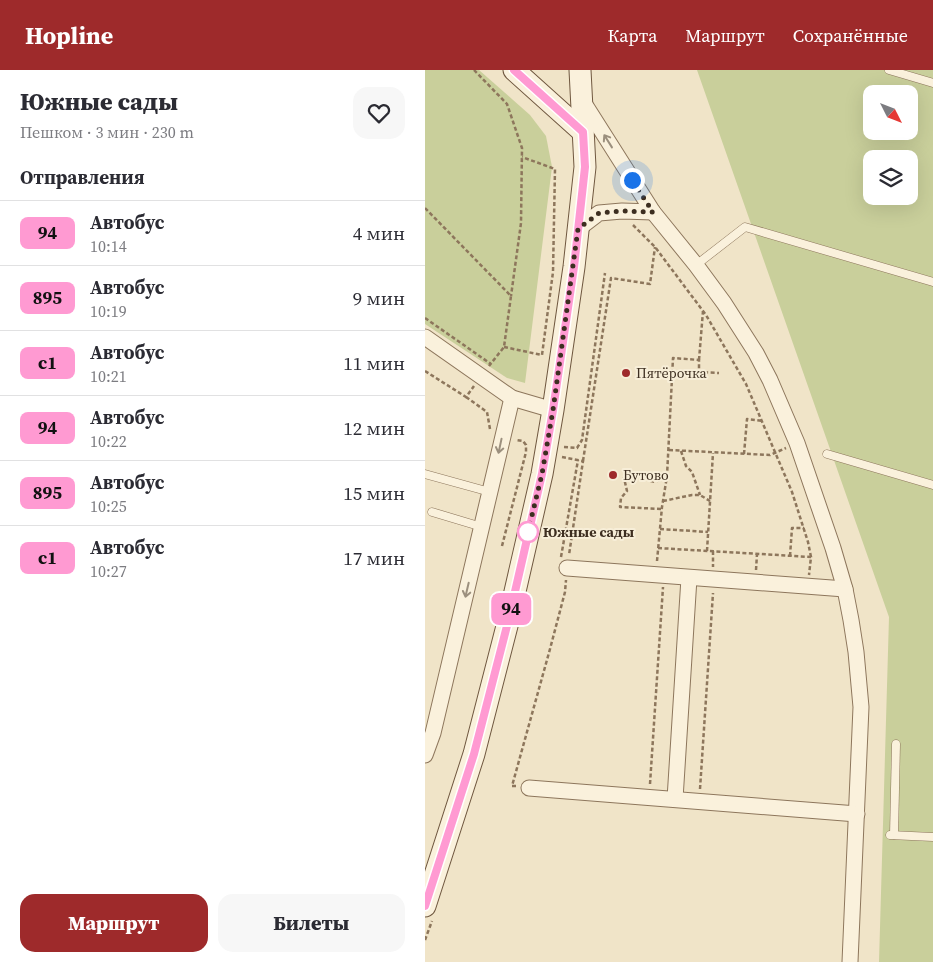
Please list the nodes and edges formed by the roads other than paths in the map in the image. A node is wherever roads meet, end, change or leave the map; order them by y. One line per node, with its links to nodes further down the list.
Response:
1 (514, 70): 4 (main road)
2 (580, 70): 6 (main road)
3 (889, 70): 5 (lane)
4 (536, 80): 7 (main road)
5 (933, 83)
6 (581, 98): 7 (main road); 8 (street, one-way to 6)
7 (583, 132): 9 (main road)
8 (653, 212): 9 (street); 10 (street)
9 (578, 229): 14 (main road)
10 (696, 264): 11 (lane); 23 (street)
11 (933, 282)
12 (425, 337): 13 (street)
13 (512, 398): 14 (street); 18 (street, one-way to 18)
14 (553, 410): 30 (main road)
15 (827, 454): 17 (lane)
16 (425, 474): 18 (lane)
17 (933, 485)
18 (490, 492): 20 (street)
19 (432, 512): 20 (lane)
20 (482, 527): 25 (street, one-way to 25)
21 (563, 565): 22 (street)
22 (689, 578): 23 (street); 27 (street)
23 (845, 589): 28 (street)
24 (896, 744): 29 (lane)
25 (425, 755)
26 (529, 788): 27 (street)
27 (675, 799): 28 (street)
28 (857, 814): 31 (street)
29 (933, 837)
30 (425, 906)
31 (850, 962)

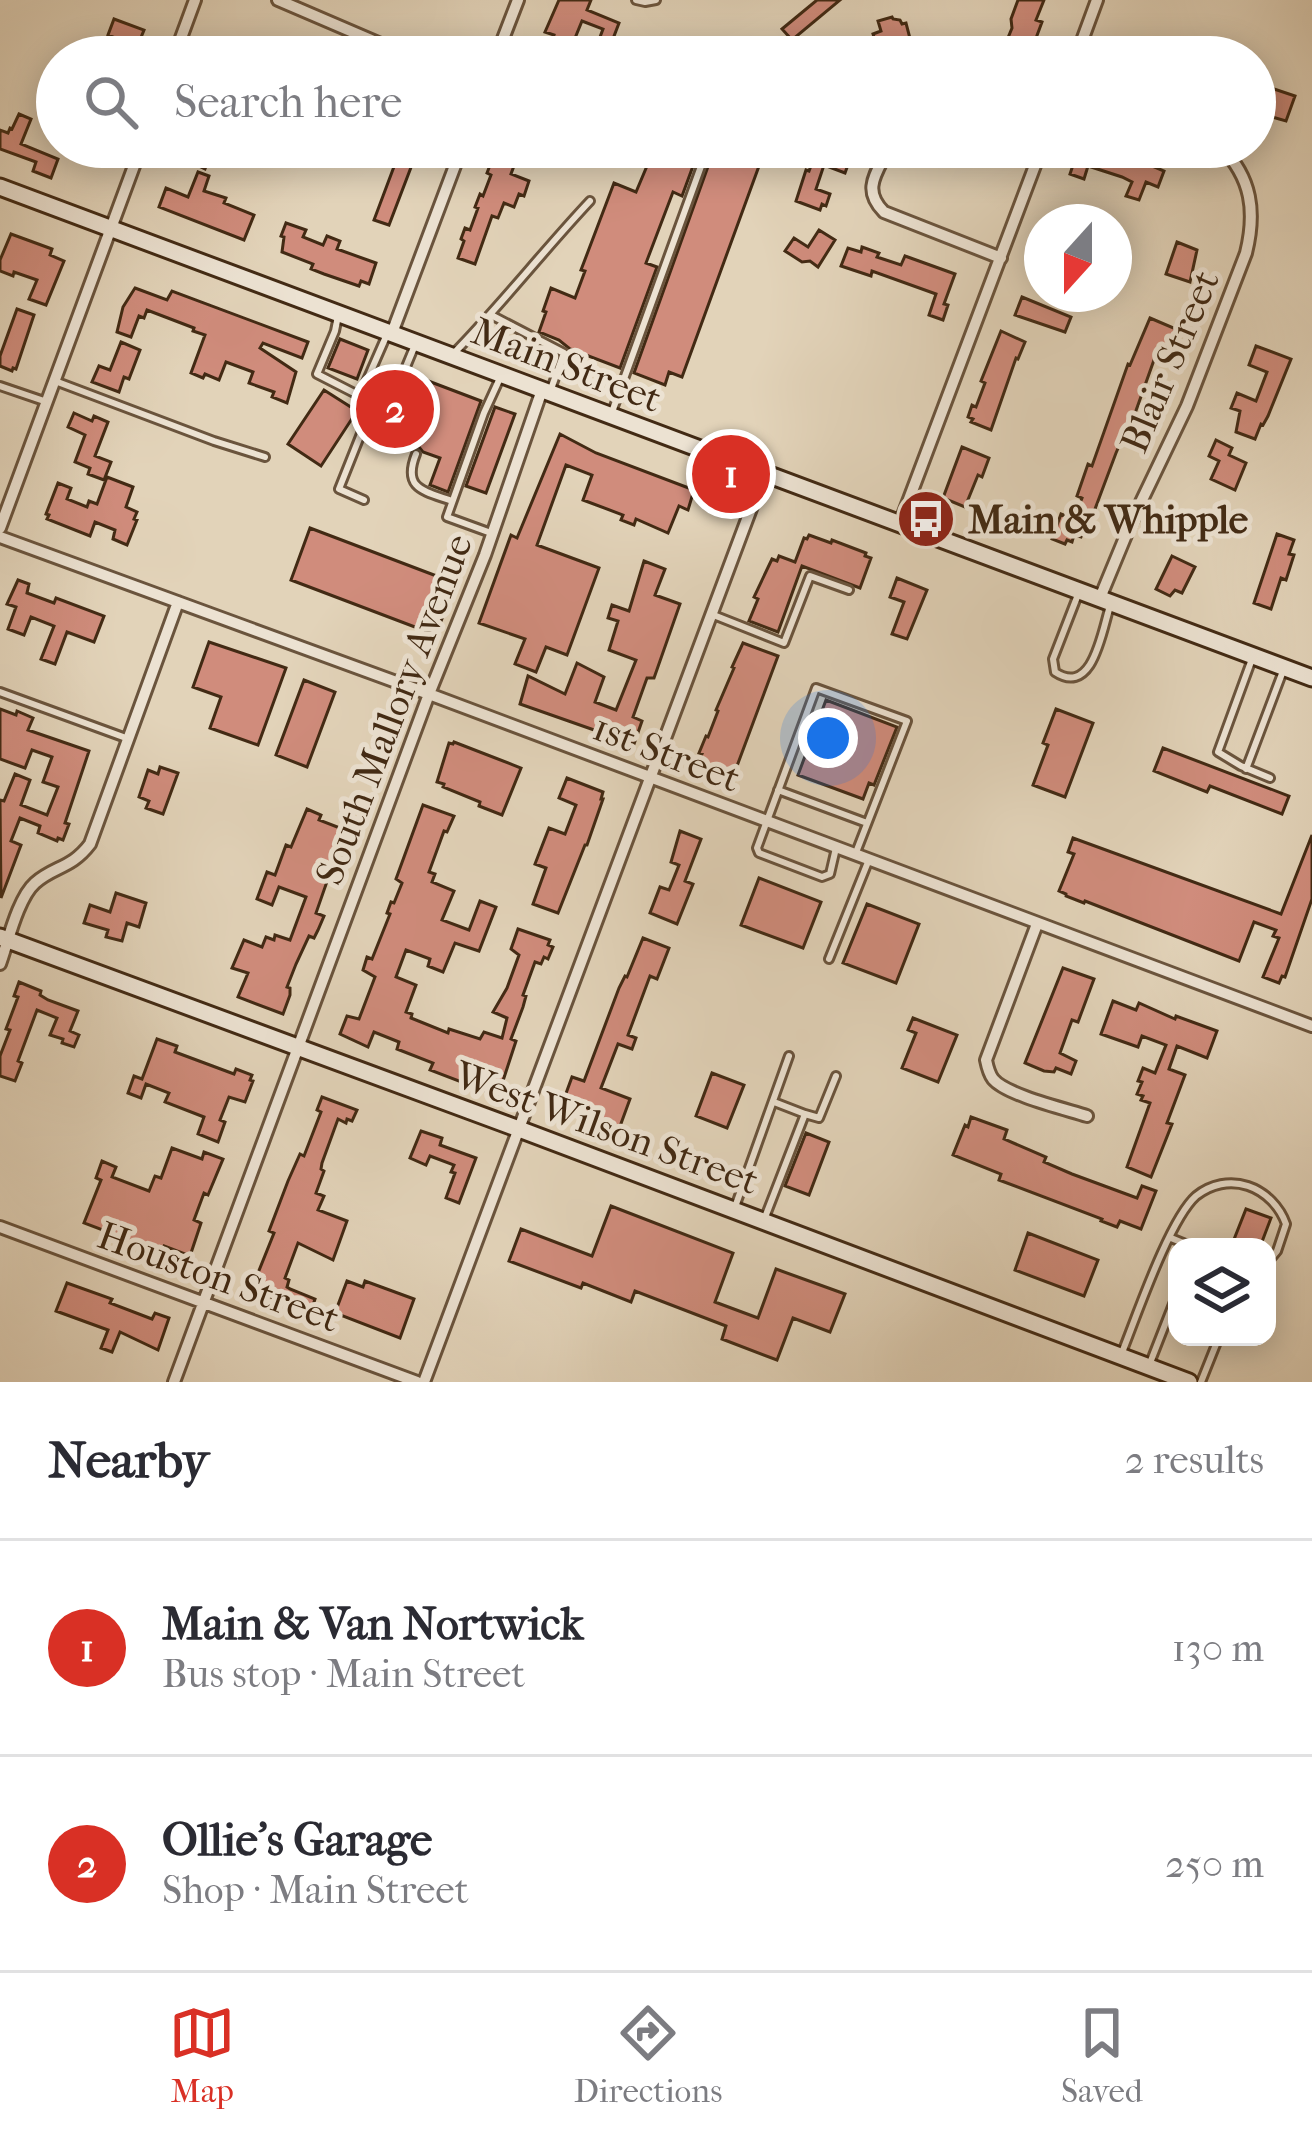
---*---
Task —
Return the data word for word without its pictures.

Solution for this exercise —
Please list the nodes and edges formed by the roads other than paths in the map in the image. A node is wherever roads meet, end, change or leave the map; order them by y. One line per node, with its links to nodes further down the list.
Response:
1 (514, 70): 4 (main road)
2 (580, 70): 6 (main road)
3 (889, 70): 5 (lane)
4 (536, 80): 7 (main road)
5 (933, 83)
6 (581, 98): 7 (main road); 8 (street, one-way to 6)
7 (583, 132): 9 (main road)
8 (653, 212): 9 (street); 10 (street)
9 (578, 229): 14 (main road)
10 (696, 264): 11 (lane); 23 (street)
11 (933, 282)
12 (425, 337): 13 (street)
13 (512, 398): 14 (street); 18 (street, one-way to 18)
14 (553, 410): 30 (main road)
15 (827, 454): 17 (lane)
16 (425, 474): 18 (lane)
17 (933, 485)
18 (490, 492): 20 (street)
19 (432, 512): 20 (lane)
20 (482, 527): 25 (street, one-way to 25)
21 (563, 565): 22 (street)
22 (689, 578): 23 (street); 27 (street)
23 (845, 589): 28 (street)
24 (896, 744): 29 (lane)
25 (425, 755)
26 (529, 788): 27 (street)
27 (675, 799): 28 (street)
28 (857, 814): 31 (street)
29 (933, 837)
30 (425, 906)
31 (850, 962)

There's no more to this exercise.